* _WORK REQUEST_: Type each record below again, with the same words.

AVAILABLE DATA Block Start

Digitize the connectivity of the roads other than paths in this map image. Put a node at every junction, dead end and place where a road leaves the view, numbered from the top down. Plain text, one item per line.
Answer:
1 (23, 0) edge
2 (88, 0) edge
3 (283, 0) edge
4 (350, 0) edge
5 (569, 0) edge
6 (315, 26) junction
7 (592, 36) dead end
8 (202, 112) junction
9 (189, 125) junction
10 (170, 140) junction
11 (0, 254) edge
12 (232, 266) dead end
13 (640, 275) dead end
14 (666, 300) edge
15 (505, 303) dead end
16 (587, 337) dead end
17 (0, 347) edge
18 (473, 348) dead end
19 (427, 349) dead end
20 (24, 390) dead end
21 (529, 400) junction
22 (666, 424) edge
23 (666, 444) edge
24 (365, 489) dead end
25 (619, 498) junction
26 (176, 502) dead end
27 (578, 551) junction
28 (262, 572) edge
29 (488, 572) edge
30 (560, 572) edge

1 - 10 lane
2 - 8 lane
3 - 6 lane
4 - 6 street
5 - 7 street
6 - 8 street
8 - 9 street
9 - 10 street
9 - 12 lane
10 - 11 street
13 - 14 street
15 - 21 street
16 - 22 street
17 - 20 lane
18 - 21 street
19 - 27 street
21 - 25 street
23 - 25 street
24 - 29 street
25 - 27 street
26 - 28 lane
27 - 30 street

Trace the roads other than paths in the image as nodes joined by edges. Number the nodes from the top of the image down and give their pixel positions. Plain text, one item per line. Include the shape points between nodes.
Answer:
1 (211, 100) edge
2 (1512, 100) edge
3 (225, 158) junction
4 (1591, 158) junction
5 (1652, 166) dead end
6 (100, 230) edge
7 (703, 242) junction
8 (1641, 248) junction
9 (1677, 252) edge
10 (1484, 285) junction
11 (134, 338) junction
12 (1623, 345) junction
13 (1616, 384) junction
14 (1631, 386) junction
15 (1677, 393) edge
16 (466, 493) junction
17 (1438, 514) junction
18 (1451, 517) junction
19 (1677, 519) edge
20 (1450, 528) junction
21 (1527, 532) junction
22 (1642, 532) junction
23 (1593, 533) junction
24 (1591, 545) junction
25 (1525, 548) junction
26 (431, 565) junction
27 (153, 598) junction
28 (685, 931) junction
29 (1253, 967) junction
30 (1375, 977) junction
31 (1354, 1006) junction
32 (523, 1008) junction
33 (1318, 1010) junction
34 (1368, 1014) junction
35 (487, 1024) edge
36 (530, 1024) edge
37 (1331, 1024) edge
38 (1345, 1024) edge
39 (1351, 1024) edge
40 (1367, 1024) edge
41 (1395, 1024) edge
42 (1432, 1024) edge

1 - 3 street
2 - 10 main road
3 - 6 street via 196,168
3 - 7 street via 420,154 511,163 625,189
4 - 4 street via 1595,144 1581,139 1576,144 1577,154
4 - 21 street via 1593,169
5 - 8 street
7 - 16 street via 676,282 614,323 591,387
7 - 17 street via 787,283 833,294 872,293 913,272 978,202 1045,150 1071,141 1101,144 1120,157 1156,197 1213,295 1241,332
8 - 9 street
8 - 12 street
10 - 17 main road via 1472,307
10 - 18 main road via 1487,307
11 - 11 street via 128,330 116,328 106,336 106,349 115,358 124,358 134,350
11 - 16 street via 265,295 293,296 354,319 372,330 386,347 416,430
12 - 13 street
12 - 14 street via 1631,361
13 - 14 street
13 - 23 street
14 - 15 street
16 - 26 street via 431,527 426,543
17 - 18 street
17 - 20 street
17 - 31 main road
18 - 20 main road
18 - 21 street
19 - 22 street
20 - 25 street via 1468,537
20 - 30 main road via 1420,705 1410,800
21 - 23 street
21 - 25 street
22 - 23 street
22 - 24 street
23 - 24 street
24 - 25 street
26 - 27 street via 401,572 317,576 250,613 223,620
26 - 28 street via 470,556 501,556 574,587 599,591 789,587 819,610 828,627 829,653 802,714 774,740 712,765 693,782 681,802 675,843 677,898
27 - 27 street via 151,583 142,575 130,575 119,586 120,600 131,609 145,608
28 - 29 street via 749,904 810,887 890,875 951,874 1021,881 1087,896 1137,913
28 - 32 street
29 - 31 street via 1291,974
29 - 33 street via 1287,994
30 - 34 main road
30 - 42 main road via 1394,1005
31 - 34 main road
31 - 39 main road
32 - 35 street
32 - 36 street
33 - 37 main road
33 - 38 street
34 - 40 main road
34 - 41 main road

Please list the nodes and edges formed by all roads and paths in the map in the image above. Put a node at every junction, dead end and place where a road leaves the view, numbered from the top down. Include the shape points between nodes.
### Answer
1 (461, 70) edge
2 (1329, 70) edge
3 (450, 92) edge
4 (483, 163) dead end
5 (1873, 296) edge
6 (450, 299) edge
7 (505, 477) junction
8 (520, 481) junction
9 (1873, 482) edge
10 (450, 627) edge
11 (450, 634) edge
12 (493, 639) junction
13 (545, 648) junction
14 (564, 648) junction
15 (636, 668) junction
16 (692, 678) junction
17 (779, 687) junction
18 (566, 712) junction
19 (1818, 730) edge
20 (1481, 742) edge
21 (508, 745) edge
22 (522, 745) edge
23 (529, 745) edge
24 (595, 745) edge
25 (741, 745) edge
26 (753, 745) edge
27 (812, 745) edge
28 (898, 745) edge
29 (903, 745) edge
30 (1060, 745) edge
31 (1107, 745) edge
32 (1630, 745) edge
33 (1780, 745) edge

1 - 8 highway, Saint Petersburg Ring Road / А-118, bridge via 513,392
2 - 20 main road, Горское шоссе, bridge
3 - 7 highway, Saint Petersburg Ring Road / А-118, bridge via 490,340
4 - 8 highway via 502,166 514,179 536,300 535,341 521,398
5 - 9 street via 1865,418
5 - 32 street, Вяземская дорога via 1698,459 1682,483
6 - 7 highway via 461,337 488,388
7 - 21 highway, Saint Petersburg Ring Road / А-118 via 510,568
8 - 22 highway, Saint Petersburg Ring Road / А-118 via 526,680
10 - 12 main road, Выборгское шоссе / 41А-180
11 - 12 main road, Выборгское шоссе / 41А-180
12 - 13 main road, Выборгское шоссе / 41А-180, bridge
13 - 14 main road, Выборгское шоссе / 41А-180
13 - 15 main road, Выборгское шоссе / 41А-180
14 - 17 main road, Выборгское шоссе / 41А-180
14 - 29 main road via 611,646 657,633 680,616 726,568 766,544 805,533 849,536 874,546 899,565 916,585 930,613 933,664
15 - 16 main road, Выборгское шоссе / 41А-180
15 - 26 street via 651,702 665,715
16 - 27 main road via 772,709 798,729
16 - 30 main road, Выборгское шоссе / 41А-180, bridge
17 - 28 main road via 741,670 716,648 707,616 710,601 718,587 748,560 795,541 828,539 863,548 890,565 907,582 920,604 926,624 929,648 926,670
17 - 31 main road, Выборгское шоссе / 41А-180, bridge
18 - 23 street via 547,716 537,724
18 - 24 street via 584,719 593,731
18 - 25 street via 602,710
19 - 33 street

AVAILABLE DATA Block End

* _OUTPUT OF THE TASK_:
Digitize the connectivity of the roads other than paths in this map image. Put a node at every junction, dead end and place where a road leaves the view, numbered from the top down. Plain text, one item per line.
Answer:
1 (23, 0) edge
2 (88, 0) edge
3 (283, 0) edge
4 (350, 0) edge
5 (569, 0) edge
6 (315, 26) junction
7 (592, 36) dead end
8 (202, 112) junction
9 (189, 125) junction
10 (170, 140) junction
11 (0, 254) edge
12 (232, 266) dead end
13 (640, 275) dead end
14 (666, 300) edge
15 (505, 303) dead end
16 (587, 337) dead end
17 (0, 347) edge
18 (473, 348) dead end
19 (427, 349) dead end
20 (24, 390) dead end
21 (529, 400) junction
22 (666, 424) edge
23 (666, 444) edge
24 (365, 489) dead end
25 (619, 498) junction
26 (176, 502) dead end
27 (578, 551) junction
28 (262, 572) edge
29 (488, 572) edge
30 (560, 572) edge

1 - 10 lane
2 - 8 lane
3 - 6 lane
4 - 6 street
5 - 7 street
6 - 8 street
8 - 9 street
9 - 10 street
9 - 12 lane
10 - 11 street
13 - 14 street
15 - 21 street
16 - 22 street
17 - 20 lane
18 - 21 street
19 - 27 street
21 - 25 street
23 - 25 street
24 - 29 street
25 - 27 street
26 - 28 lane
27 - 30 street

Trace the roads other than paths in the image as nodes joined by edges. Number the nodes from the top of the image down and give their pixel positions. Plain text, one item per line. Include the shape points between nodes.
Answer:
1 (211, 100) edge
2 (1512, 100) edge
3 (225, 158) junction
4 (1591, 158) junction
5 (1652, 166) dead end
6 (100, 230) edge
7 (703, 242) junction
8 (1641, 248) junction
9 (1677, 252) edge
10 (1484, 285) junction
11 (134, 338) junction
12 (1623, 345) junction
13 (1616, 384) junction
14 (1631, 386) junction
15 (1677, 393) edge
16 (466, 493) junction
17 (1438, 514) junction
18 (1451, 517) junction
19 (1677, 519) edge
20 (1450, 528) junction
21 (1527, 532) junction
22 (1642, 532) junction
23 (1593, 533) junction
24 (1591, 545) junction
25 (1525, 548) junction
26 (431, 565) junction
27 (153, 598) junction
28 (685, 931) junction
29 (1253, 967) junction
30 (1375, 977) junction
31 (1354, 1006) junction
32 (523, 1008) junction
33 (1318, 1010) junction
34 (1368, 1014) junction
35 (487, 1024) edge
36 (530, 1024) edge
37 (1331, 1024) edge
38 (1345, 1024) edge
39 (1351, 1024) edge
40 (1367, 1024) edge
41 (1395, 1024) edge
42 (1432, 1024) edge

1 - 3 street
2 - 10 main road
3 - 6 street via 196,168
3 - 7 street via 420,154 511,163 625,189
4 - 4 street via 1595,144 1581,139 1576,144 1577,154
4 - 21 street via 1593,169
5 - 8 street
7 - 16 street via 676,282 614,323 591,387
7 - 17 street via 787,283 833,294 872,293 913,272 978,202 1045,150 1071,141 1101,144 1120,157 1156,197 1213,295 1241,332
8 - 9 street
8 - 12 street
10 - 17 main road via 1472,307
10 - 18 main road via 1487,307
11 - 11 street via 128,330 116,328 106,336 106,349 115,358 124,358 134,350
11 - 16 street via 265,295 293,296 354,319 372,330 386,347 416,430
12 - 13 street
12 - 14 street via 1631,361
13 - 14 street
13 - 23 street
14 - 15 street
16 - 26 street via 431,527 426,543
17 - 18 street
17 - 20 street
17 - 31 main road
18 - 20 main road
18 - 21 street
19 - 22 street
20 - 25 street via 1468,537
20 - 30 main road via 1420,705 1410,800
21 - 23 street
21 - 25 street
22 - 23 street
22 - 24 street
23 - 24 street
24 - 25 street
26 - 27 street via 401,572 317,576 250,613 223,620
26 - 28 street via 470,556 501,556 574,587 599,591 789,587 819,610 828,627 829,653 802,714 774,740 712,765 693,782 681,802 675,843 677,898
27 - 27 street via 151,583 142,575 130,575 119,586 120,600 131,609 145,608
28 - 29 street via 749,904 810,887 890,875 951,874 1021,881 1087,896 1137,913
28 - 32 street
29 - 31 street via 1291,974
29 - 33 street via 1287,994
30 - 34 main road
30 - 42 main road via 1394,1005
31 - 34 main road
31 - 39 main road
32 - 35 street
32 - 36 street
33 - 37 main road
33 - 38 street
34 - 40 main road
34 - 41 main road

Please list the nodes and edges formed by all roads and paths in the map in the image above. Put a node at every junction, dead end and place where a road leaves the view, numbered from the top down. Include the shape points between nodes.
### Answer
1 (461, 70) edge
2 (1329, 70) edge
3 (450, 92) edge
4 (483, 163) dead end
5 (1873, 296) edge
6 (450, 299) edge
7 (505, 477) junction
8 (520, 481) junction
9 (1873, 482) edge
10 (450, 627) edge
11 (450, 634) edge
12 (493, 639) junction
13 (545, 648) junction
14 (564, 648) junction
15 (636, 668) junction
16 (692, 678) junction
17 (779, 687) junction
18 (566, 712) junction
19 (1818, 730) edge
20 (1481, 742) edge
21 (508, 745) edge
22 (522, 745) edge
23 (529, 745) edge
24 (595, 745) edge
25 (741, 745) edge
26 (753, 745) edge
27 (812, 745) edge
28 (898, 745) edge
29 (903, 745) edge
30 (1060, 745) edge
31 (1107, 745) edge
32 (1630, 745) edge
33 (1780, 745) edge

1 - 8 highway, Saint Petersburg Ring Road / А-118, bridge via 513,392
2 - 20 main road, Горское шоссе, bridge
3 - 7 highway, Saint Petersburg Ring Road / А-118, bridge via 490,340
4 - 8 highway via 502,166 514,179 536,300 535,341 521,398
5 - 9 street via 1865,418
5 - 32 street, Вяземская дорога via 1698,459 1682,483
6 - 7 highway via 461,337 488,388
7 - 21 highway, Saint Petersburg Ring Road / А-118 via 510,568
8 - 22 highway, Saint Petersburg Ring Road / А-118 via 526,680
10 - 12 main road, Выборгское шоссе / 41А-180
11 - 12 main road, Выборгское шоссе / 41А-180
12 - 13 main road, Выборгское шоссе / 41А-180, bridge
13 - 14 main road, Выборгское шоссе / 41А-180
13 - 15 main road, Выборгское шоссе / 41А-180
14 - 17 main road, Выборгское шоссе / 41А-180
14 - 29 main road via 611,646 657,633 680,616 726,568 766,544 805,533 849,536 874,546 899,565 916,585 930,613 933,664
15 - 16 main road, Выборгское шоссе / 41А-180
15 - 26 street via 651,702 665,715
16 - 27 main road via 772,709 798,729
16 - 30 main road, Выборгское шоссе / 41А-180, bridge
17 - 28 main road via 741,670 716,648 707,616 710,601 718,587 748,560 795,541 828,539 863,548 890,565 907,582 920,604 926,624 929,648 926,670
17 - 31 main road, Выборгское шоссе / 41А-180, bridge
18 - 23 street via 547,716 537,724
18 - 24 street via 584,719 593,731
18 - 25 street via 602,710
19 - 33 street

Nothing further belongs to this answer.